### AIM OF THE TASK:
What you output must match the entries exactly, apart from the pictures, which are left out.

### PROVIDED DATA:
----

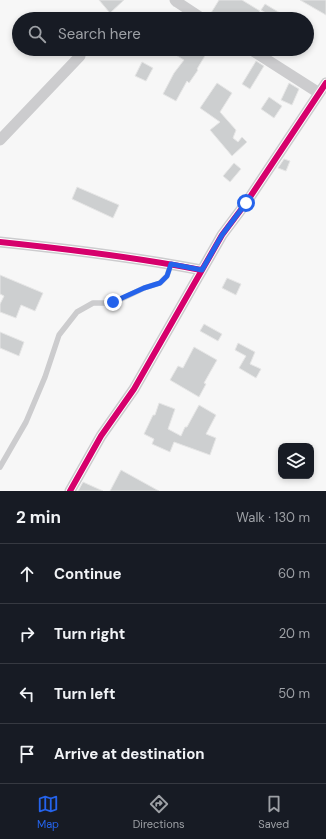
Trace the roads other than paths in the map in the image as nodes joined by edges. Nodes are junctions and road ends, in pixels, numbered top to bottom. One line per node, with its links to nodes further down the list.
1 (175, 0): 2 (street)
2 (192, 12)
3 (80, 56): 7 (street)
4 (261, 56): 6 (street)
5 (326, 83): 6 (street)
6 (319, 93): 10 (street)
7 (0, 140)
8 (0, 242): 9 (street)
9 (171, 264): 10 (street); 11 (lane)
10 (202, 270): 12 (street)
11 (0, 467)
12 (70, 491)

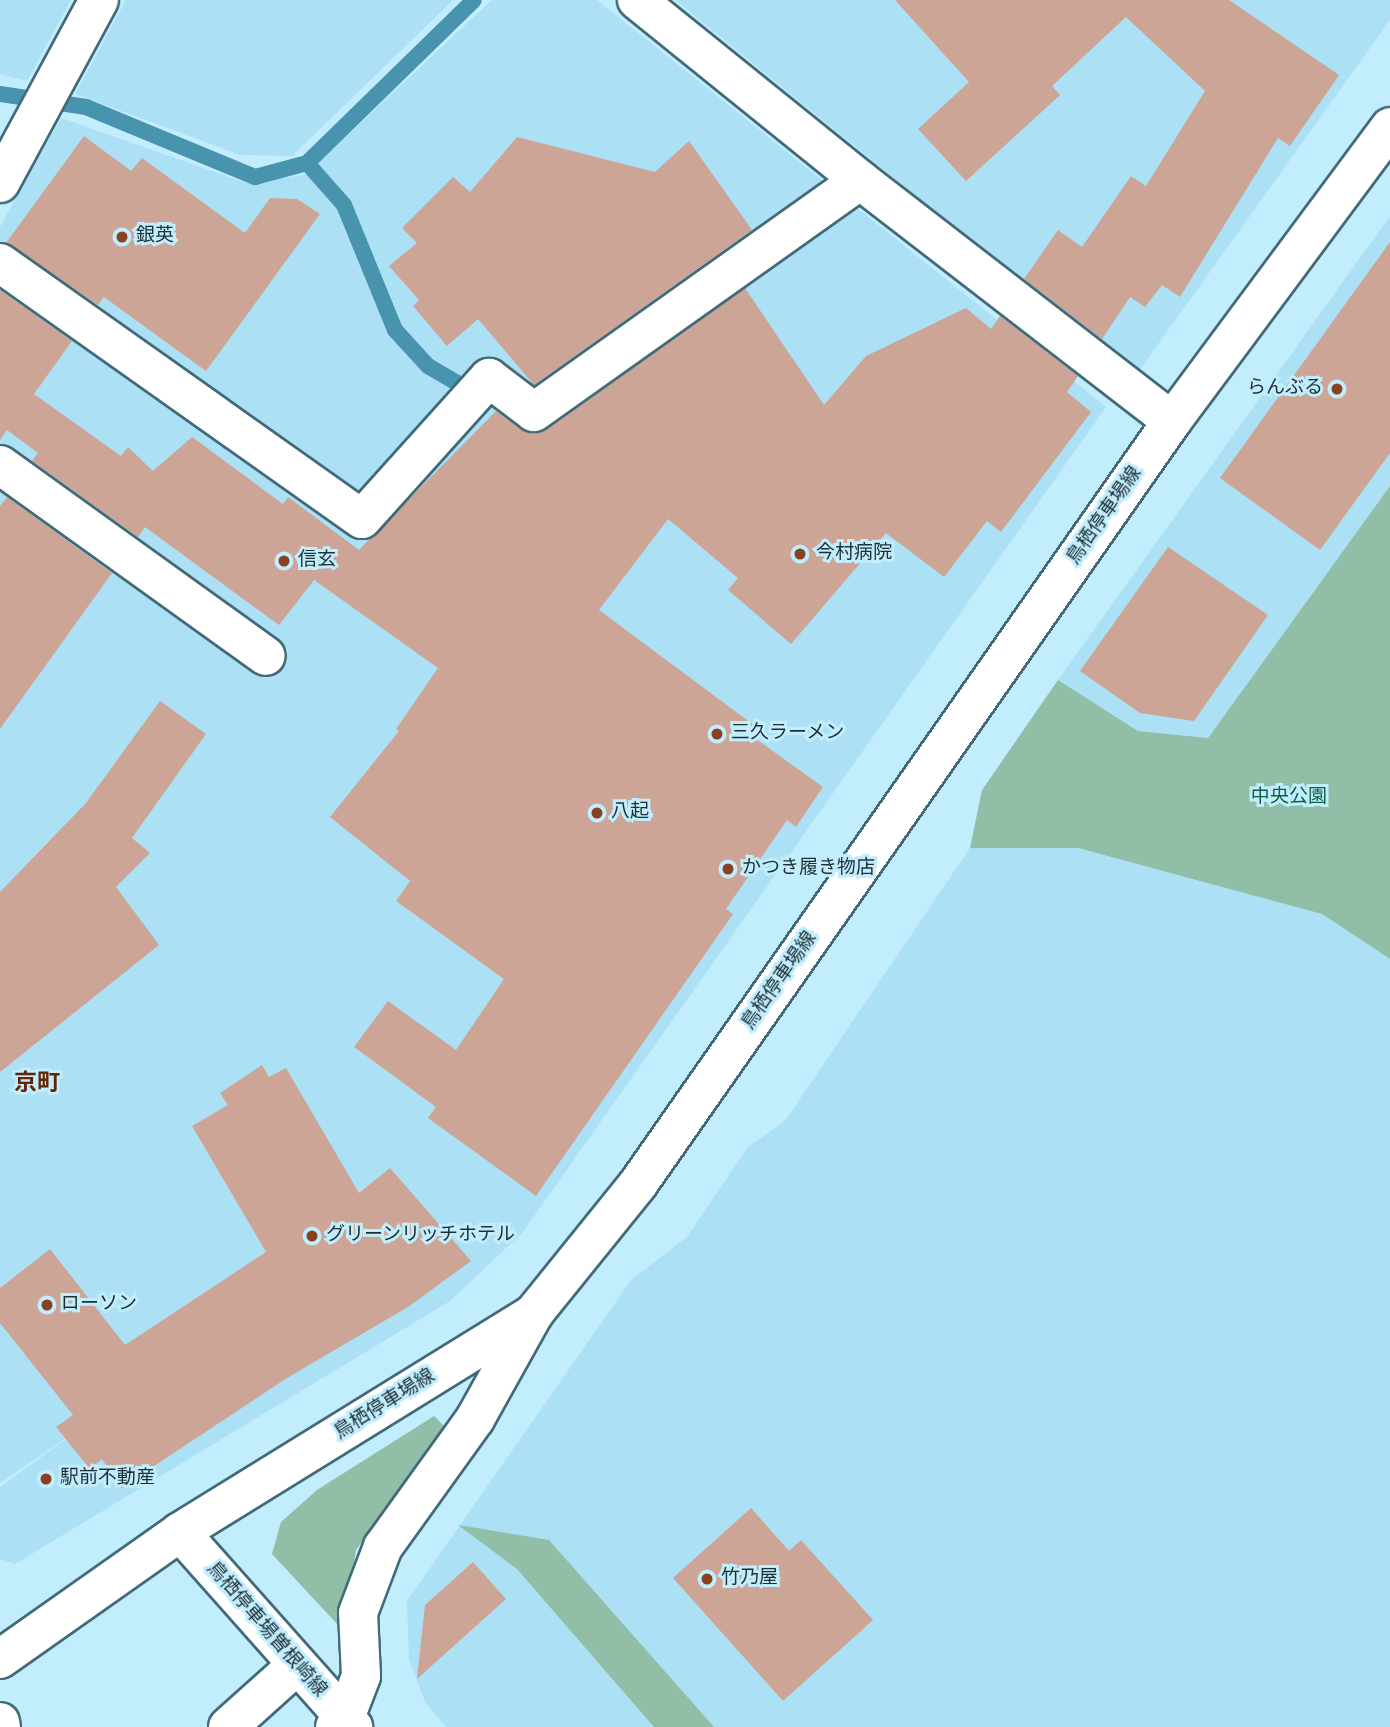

----

### RESULT FOR THIS TASK:
Trace the roads other than paths in the map in the image as nodes joined by edges. Nodes are junctions and road ends, in pixels, numbered top to bottom. One line per node, with its links to nodes further down the list.
1 (175, 0): 2 (street)
2 (192, 12)
3 (80, 56): 7 (street)
4 (261, 56): 6 (street)
5 (326, 83): 6 (street)
6 (319, 93): 10 (street)
7 (0, 140)
8 (0, 242): 9 (street)
9 (171, 264): 10 (street); 11 (lane)
10 (202, 270): 12 (street)
11 (0, 467)
12 (70, 491)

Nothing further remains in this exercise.